REQUIREMENT: Start at the line with "index pip: (988, 817)" in the records below, stop at the line with "wrist: (1123, 926)", and return every line in that span exactly, the two end lines included.

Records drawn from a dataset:
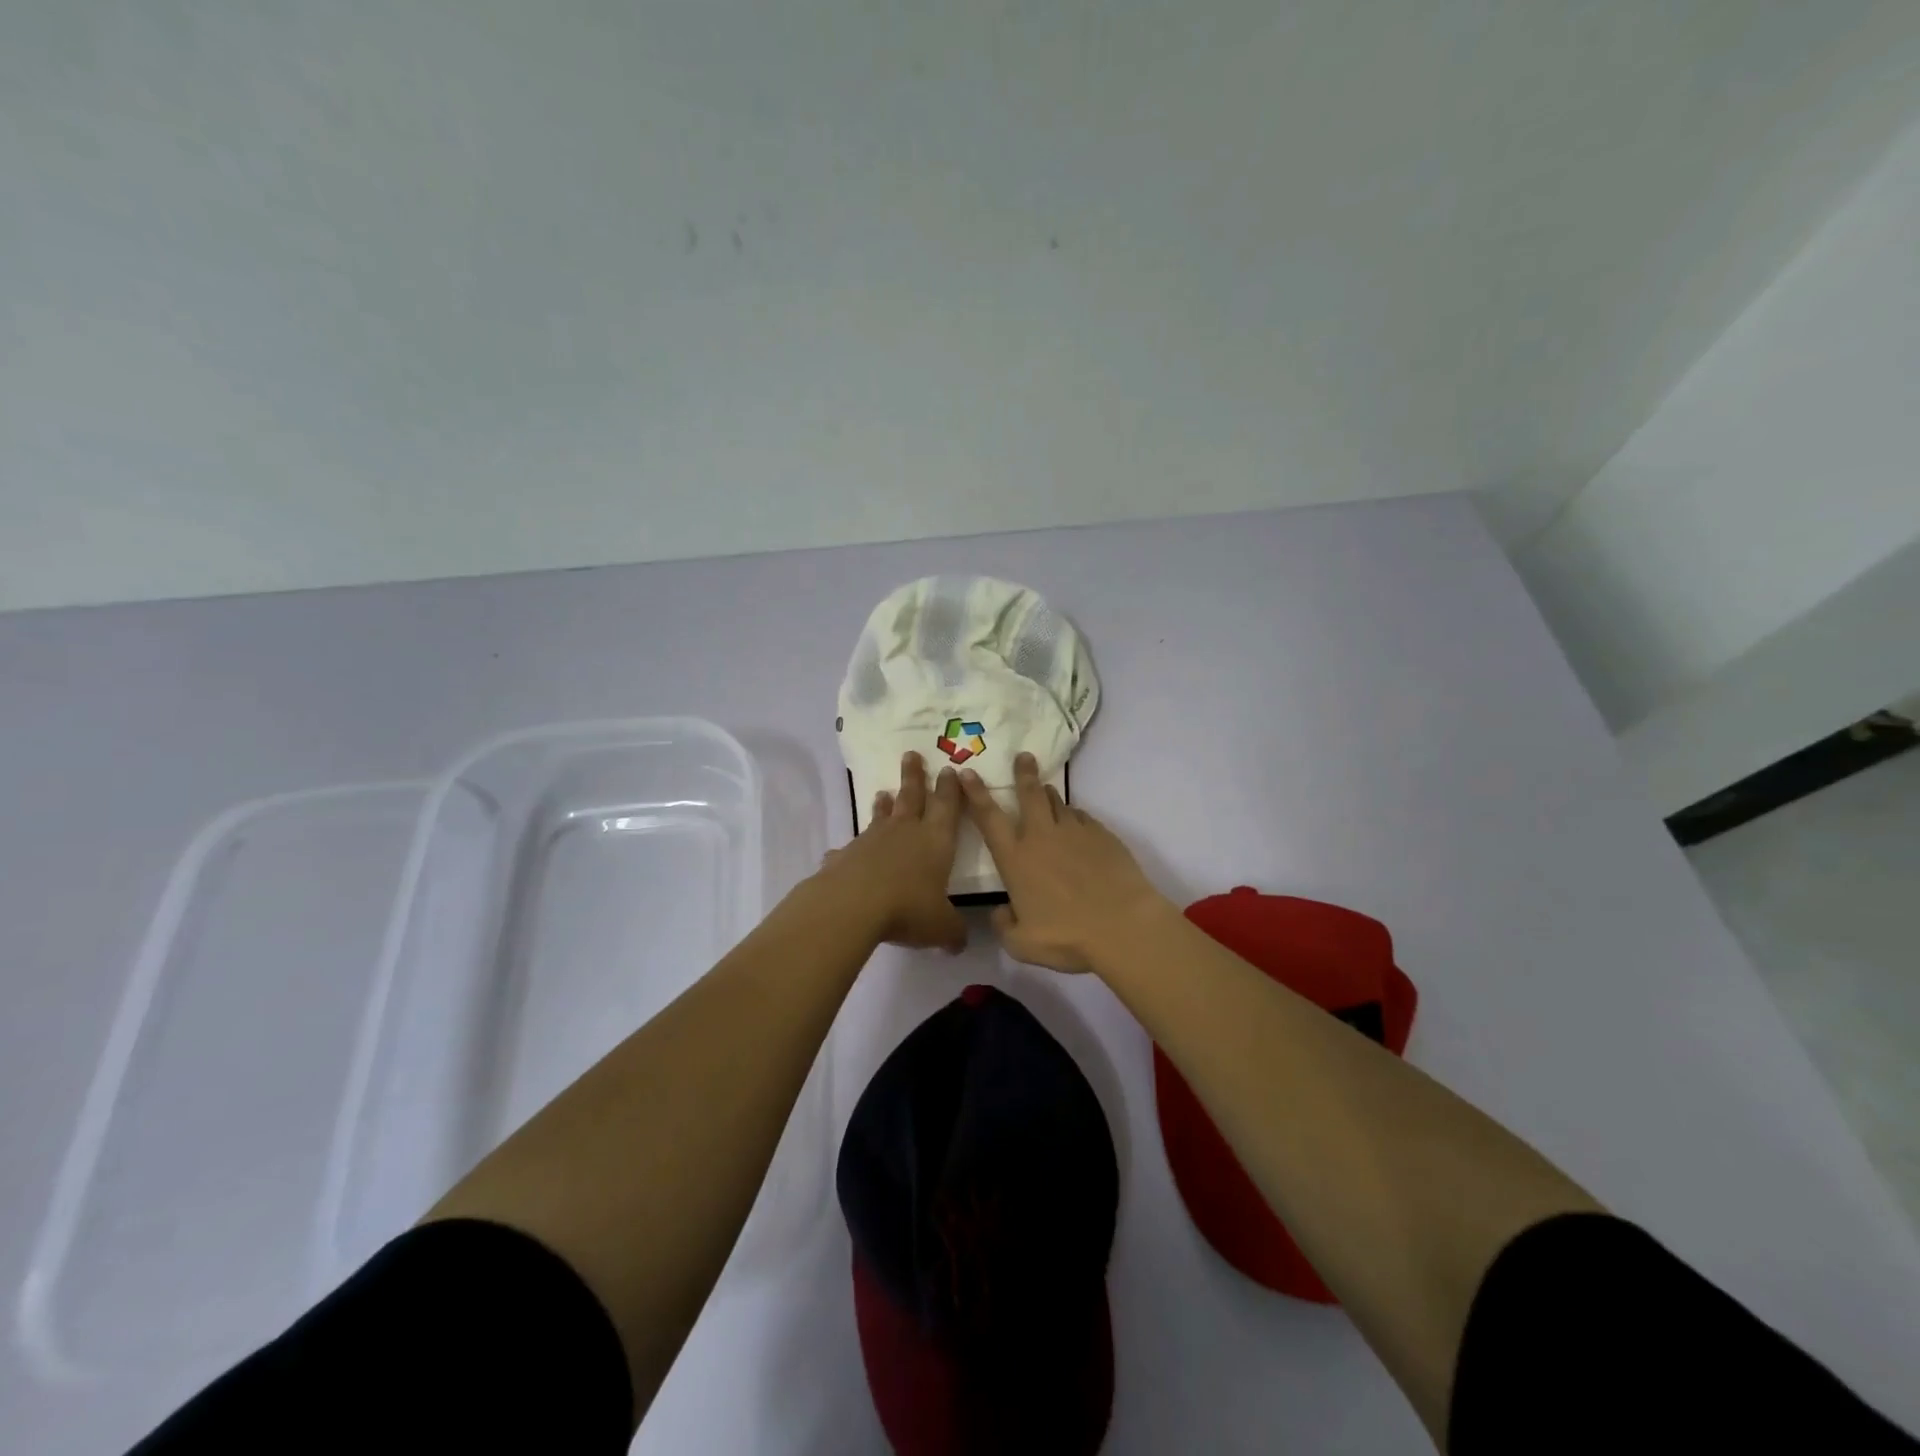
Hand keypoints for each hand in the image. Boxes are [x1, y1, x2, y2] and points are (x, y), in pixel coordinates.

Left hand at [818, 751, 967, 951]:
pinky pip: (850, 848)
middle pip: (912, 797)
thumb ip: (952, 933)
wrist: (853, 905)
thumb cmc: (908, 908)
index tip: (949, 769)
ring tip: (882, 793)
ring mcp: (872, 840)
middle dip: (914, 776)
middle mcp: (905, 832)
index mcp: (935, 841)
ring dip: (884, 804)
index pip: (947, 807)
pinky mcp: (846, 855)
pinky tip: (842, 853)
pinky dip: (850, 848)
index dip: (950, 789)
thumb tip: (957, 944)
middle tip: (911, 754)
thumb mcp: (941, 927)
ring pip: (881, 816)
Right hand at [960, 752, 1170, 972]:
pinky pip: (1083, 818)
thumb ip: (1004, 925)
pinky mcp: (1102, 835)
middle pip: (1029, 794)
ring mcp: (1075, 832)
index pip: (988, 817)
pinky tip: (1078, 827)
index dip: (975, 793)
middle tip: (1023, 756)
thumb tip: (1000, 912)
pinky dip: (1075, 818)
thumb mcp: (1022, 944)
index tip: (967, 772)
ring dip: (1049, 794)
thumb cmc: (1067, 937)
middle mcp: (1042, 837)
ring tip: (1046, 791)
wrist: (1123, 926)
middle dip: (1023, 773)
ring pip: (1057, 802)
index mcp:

...

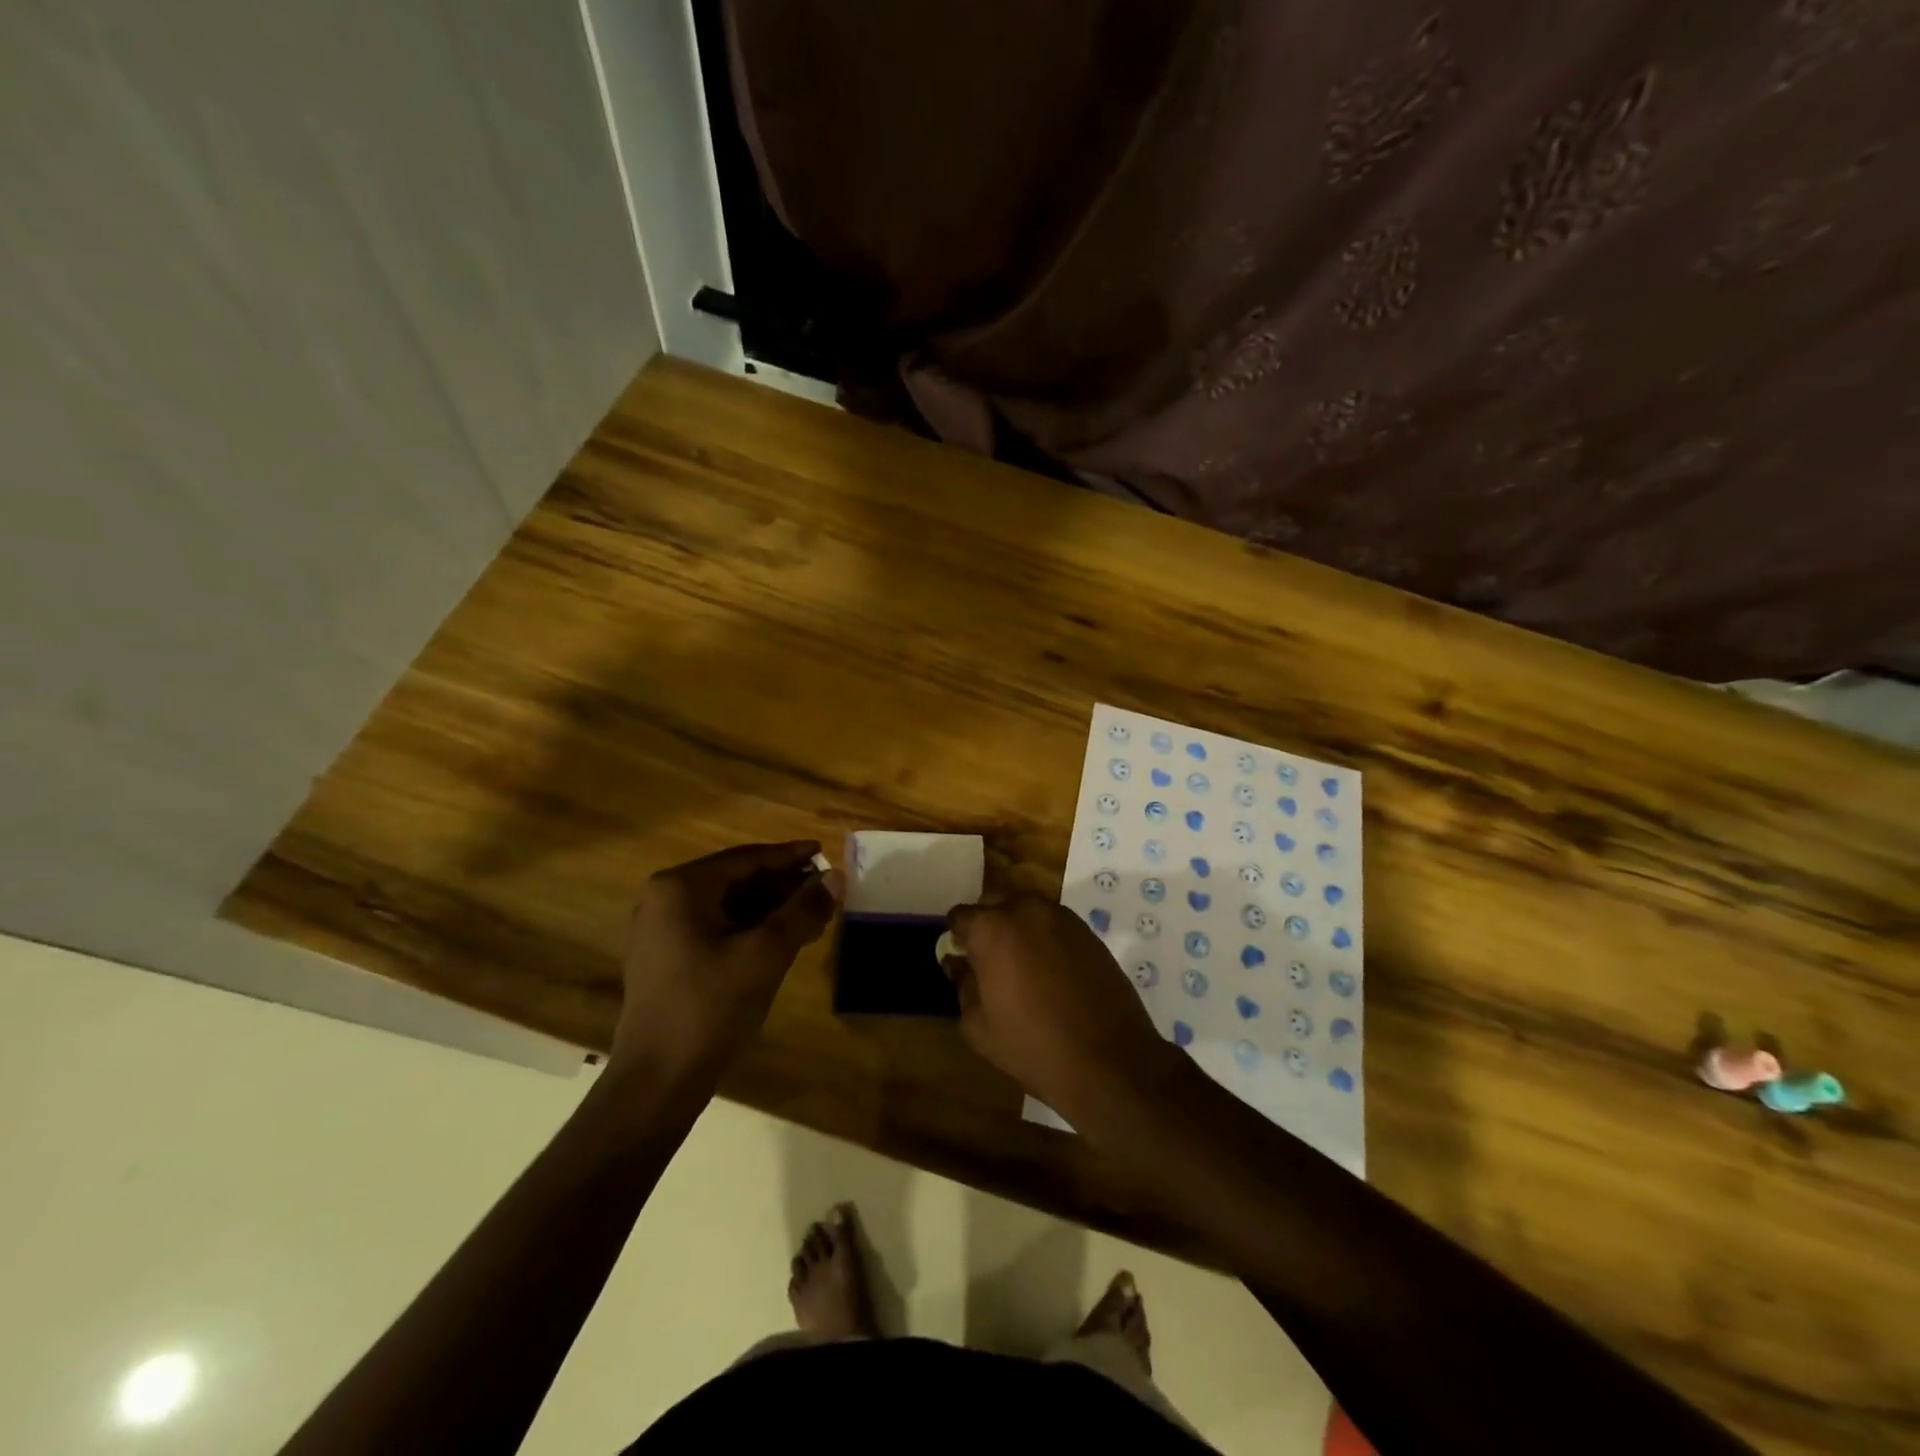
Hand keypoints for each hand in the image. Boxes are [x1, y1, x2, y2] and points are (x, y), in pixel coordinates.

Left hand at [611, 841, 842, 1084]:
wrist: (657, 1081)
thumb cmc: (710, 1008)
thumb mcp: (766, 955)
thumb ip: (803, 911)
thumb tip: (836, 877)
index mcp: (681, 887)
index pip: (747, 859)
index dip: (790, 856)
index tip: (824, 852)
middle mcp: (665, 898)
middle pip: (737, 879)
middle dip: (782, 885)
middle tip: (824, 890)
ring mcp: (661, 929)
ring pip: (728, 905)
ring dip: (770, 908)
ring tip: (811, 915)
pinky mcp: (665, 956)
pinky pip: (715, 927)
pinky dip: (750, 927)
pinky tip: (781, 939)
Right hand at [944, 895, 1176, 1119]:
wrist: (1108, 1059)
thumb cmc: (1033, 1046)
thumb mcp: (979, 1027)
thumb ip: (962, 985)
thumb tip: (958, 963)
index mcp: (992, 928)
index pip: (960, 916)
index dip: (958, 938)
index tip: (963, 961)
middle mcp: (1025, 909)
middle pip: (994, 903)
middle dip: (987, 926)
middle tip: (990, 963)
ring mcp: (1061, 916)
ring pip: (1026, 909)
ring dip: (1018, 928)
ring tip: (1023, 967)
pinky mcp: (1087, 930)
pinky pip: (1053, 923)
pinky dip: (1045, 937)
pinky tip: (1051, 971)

==

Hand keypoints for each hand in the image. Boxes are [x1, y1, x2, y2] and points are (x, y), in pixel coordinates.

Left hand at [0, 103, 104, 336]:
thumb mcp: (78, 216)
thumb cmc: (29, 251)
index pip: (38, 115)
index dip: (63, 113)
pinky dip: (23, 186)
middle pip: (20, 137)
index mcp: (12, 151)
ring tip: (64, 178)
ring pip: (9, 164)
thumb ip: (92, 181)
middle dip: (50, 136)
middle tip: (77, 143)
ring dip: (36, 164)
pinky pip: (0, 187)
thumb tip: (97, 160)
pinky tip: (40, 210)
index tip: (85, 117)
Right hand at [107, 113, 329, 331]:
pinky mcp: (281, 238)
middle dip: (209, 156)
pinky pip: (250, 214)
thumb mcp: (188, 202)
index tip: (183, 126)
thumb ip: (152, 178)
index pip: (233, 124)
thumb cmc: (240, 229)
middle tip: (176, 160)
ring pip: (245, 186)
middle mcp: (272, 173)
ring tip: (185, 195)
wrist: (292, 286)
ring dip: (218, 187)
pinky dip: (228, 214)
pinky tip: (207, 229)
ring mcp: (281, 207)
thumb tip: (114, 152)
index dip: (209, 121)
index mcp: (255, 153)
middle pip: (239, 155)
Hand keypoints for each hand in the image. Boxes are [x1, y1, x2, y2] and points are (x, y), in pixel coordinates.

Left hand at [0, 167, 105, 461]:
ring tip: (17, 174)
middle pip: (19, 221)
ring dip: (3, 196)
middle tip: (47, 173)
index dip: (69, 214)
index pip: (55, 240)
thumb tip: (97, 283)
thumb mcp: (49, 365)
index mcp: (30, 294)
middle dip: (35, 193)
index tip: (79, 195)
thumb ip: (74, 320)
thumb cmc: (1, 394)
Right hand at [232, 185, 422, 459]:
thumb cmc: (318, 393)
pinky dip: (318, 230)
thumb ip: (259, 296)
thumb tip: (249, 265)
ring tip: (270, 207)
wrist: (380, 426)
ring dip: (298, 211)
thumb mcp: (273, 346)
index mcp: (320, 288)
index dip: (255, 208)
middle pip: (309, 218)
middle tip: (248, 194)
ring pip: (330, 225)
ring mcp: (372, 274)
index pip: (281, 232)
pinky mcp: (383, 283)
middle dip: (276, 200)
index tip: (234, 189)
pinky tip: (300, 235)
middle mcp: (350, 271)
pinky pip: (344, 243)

WRITTEN SOLUTION:
index pip: (988, 817)
pinky tip: (1078, 827)
index dip: (975, 793)
middle tip: (1023, 756)
thumb tip: (1000, 912)
pinky dip: (1075, 818)
thumb mcp: (1022, 944)
index tip: (967, 772)
ring dip: (1049, 794)
thumb cmc: (1067, 937)
middle mcp: (1042, 837)
ring tip: (1046, 791)
wrist: (1123, 926)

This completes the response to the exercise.